BGU Researchers Make Fact-Checking Fake News Easier
BGU Researchers Make Fact-Checking Fake News Easier
October 31, 2024
Current events, Research News, Robotics & High-Tech
Israel21c – Fact-checking fake news is about to get easier and just in time for the 2024 election.
A new machine-learning approach can help identify fake news sources needing further investigation, quickly and cheaply.
A Ben-Gurion University of the Negev (BGU) team of researchers in Israel is using machine learning to help human fact-checkers identify the sources of fake news online. They found that fact-checkers were overwhelmed — especially at key moments, such as a US presidential election — by the sheer proliferation of fake news.
Their solution was to zoom out and look at the bigger picture, namely who’s seeing what content and how it spreads across social-media networks.

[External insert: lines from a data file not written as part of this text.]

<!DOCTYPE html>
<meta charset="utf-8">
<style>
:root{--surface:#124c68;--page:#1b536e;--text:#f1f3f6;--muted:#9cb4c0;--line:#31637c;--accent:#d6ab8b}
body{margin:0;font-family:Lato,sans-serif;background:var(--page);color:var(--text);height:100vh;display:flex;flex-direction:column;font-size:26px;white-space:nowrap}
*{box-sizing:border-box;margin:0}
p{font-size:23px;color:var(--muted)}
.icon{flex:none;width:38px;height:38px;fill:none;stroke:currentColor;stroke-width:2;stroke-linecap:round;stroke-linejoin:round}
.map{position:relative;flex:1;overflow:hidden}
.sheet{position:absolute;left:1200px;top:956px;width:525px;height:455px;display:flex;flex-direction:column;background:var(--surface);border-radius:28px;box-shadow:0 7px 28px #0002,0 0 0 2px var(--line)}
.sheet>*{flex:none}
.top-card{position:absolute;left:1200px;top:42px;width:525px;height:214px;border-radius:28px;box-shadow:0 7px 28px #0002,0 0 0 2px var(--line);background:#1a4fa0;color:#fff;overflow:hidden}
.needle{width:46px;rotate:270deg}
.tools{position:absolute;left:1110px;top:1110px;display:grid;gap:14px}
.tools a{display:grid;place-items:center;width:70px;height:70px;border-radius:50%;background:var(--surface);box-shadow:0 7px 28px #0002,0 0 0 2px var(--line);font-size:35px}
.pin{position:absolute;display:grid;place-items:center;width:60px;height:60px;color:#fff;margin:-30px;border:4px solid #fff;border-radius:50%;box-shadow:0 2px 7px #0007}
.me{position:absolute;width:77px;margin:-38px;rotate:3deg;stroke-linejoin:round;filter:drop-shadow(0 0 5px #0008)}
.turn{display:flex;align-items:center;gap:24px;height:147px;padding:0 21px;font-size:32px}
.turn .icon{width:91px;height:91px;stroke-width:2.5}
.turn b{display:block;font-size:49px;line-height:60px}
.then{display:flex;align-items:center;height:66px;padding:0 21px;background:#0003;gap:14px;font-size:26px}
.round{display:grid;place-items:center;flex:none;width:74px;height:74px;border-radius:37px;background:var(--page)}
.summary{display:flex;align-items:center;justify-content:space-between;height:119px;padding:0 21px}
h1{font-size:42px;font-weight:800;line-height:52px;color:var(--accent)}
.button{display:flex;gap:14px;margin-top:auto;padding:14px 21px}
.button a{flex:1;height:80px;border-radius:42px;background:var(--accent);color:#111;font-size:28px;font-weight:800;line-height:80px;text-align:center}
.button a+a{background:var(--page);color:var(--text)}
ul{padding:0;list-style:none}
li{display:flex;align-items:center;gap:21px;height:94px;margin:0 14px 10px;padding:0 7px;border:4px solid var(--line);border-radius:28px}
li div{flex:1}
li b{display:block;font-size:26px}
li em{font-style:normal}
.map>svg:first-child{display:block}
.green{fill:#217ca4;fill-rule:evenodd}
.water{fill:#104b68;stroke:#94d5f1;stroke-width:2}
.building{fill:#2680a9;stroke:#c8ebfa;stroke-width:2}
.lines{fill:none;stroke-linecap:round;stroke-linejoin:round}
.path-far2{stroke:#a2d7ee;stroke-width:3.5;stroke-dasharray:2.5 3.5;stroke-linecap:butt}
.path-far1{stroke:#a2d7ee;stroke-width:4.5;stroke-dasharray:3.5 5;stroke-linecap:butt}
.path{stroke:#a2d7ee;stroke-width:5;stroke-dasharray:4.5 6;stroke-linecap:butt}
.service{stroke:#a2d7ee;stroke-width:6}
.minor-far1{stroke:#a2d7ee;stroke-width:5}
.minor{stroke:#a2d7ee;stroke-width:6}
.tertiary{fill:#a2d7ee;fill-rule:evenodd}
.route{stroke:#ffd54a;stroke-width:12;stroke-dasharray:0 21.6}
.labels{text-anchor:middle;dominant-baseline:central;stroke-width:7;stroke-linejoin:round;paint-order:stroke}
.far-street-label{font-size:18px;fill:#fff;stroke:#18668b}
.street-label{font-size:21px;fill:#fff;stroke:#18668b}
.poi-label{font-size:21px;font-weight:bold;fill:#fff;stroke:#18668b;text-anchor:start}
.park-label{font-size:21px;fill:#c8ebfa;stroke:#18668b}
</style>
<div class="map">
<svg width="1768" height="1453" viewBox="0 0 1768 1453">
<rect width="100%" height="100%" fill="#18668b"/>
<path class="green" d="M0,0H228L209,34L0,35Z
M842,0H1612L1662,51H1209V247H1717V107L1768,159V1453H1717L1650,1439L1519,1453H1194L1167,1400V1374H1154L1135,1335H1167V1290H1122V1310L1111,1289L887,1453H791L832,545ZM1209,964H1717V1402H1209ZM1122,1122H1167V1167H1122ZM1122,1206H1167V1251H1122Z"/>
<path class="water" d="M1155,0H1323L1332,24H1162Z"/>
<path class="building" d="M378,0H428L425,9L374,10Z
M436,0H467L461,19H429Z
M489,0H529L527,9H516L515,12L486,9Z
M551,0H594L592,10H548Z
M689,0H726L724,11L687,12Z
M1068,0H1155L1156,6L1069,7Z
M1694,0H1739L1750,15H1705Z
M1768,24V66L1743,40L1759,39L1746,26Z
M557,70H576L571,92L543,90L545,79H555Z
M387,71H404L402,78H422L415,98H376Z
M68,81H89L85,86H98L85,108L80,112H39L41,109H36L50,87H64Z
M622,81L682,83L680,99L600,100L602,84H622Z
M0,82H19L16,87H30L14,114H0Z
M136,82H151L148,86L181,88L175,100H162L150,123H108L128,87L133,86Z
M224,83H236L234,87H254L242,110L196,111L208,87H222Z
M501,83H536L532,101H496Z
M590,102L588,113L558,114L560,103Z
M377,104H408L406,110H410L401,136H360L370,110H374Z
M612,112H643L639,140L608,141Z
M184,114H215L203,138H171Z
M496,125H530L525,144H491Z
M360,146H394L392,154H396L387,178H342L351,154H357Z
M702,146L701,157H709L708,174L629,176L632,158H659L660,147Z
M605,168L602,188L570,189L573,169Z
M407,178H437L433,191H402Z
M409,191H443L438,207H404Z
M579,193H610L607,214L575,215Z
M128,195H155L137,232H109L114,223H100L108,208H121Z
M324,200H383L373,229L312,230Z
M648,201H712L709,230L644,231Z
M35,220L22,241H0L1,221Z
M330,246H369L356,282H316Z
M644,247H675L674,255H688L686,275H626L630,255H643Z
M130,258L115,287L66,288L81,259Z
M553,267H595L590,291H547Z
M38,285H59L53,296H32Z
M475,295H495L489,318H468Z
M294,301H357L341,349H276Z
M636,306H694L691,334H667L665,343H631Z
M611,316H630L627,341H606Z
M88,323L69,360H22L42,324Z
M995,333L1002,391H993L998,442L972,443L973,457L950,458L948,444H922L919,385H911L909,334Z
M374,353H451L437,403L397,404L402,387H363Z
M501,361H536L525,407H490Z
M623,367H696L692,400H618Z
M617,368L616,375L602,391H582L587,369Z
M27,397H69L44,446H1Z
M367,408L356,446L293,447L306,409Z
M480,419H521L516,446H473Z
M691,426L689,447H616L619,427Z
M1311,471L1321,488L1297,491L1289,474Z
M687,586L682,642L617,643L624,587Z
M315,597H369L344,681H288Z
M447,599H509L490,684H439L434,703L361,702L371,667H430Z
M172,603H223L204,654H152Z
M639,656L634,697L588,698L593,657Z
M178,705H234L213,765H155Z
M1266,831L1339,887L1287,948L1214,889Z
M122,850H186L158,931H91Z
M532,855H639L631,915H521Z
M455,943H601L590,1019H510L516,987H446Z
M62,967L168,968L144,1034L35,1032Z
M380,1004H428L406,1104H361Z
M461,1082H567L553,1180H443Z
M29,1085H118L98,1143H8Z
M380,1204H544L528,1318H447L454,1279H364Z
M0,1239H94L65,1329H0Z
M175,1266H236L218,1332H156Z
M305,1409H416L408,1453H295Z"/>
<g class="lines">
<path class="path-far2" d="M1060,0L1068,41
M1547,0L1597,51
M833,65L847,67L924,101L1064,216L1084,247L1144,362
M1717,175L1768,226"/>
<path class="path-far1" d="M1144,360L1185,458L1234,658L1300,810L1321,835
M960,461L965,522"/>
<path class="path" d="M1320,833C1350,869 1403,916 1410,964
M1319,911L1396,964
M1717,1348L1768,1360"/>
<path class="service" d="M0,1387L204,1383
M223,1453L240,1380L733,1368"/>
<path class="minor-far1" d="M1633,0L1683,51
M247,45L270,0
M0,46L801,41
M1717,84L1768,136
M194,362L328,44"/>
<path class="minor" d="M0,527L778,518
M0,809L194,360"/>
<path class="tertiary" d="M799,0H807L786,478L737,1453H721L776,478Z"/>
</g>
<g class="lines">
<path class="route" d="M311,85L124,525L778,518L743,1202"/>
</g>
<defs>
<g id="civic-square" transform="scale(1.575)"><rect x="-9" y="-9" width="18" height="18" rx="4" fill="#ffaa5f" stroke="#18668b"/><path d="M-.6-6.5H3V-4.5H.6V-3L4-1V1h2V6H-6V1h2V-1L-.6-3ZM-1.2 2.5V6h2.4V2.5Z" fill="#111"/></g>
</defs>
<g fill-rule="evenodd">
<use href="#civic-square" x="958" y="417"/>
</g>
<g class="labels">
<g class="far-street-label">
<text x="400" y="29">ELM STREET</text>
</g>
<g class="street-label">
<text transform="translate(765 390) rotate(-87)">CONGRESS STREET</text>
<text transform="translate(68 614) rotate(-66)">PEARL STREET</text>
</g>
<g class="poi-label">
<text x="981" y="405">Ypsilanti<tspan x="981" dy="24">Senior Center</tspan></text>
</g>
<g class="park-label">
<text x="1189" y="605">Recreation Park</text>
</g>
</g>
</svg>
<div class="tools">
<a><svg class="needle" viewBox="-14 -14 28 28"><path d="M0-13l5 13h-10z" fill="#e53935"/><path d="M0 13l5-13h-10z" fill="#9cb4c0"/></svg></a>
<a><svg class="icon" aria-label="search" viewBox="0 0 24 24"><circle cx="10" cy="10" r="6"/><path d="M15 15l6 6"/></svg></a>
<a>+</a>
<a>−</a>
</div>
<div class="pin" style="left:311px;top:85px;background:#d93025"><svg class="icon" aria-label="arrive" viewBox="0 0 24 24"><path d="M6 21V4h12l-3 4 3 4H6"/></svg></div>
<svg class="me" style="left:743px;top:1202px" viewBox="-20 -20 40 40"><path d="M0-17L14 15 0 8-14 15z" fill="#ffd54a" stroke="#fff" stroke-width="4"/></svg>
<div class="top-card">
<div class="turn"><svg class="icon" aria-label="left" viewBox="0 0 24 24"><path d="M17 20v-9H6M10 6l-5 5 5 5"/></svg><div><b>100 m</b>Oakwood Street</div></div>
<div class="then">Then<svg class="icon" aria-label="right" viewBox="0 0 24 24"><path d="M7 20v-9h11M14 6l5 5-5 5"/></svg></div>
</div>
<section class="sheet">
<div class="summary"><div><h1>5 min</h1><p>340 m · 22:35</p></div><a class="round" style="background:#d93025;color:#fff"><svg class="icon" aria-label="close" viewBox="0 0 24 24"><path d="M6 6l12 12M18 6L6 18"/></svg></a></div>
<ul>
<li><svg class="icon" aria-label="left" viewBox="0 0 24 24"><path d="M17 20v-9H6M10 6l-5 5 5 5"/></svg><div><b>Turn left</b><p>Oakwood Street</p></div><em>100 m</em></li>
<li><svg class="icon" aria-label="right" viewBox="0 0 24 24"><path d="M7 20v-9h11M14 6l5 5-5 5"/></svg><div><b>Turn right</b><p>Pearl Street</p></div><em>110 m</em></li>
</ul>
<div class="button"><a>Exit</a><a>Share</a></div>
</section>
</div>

“We know little about how successful fact-checkers are in getting to the most important content to fact-check,” said Dr. Nir Grinberg from BGU’s Department of Software and Information Systems Engineering, who jointly led the research project with Prof. Rami Puzis from BGU’s Department of Software and Information Systems Engineering. “That prompted us to develop a machine learning approach that can help fact-checkers direct their attention better and boost their productivity.”
By leveraging exposure networks, the machine-learning model can guide fact-checkers to focus their efforts on the most likely sources of misinformation, improve their efficiency in detecting fake news, and help them adapt more quickly to new tactics used by fake news creators. The model can accomplish all of this accurately at less than a quarter of the cost of standard human fact-checking.
“The problem today with the proliferation of fake news is that fact-checkers are overwhelmed,” says Dr. Grinberg. “They cannot fact-check everything, but the breadth of their coverage amidst a sea of social media content and user flags is unclear.”
The team demonstrates, in a paper entitled “Leveraging Exposure Networks for Detecting Fake News Sources,” how this technology can recognize telltale signs of fake news sources, such as unusual patterns in the way they spread, specific audience demographics, and certain characteristics of the content. Based on these patterns, the system can then flag potential fake news sources for further investigation.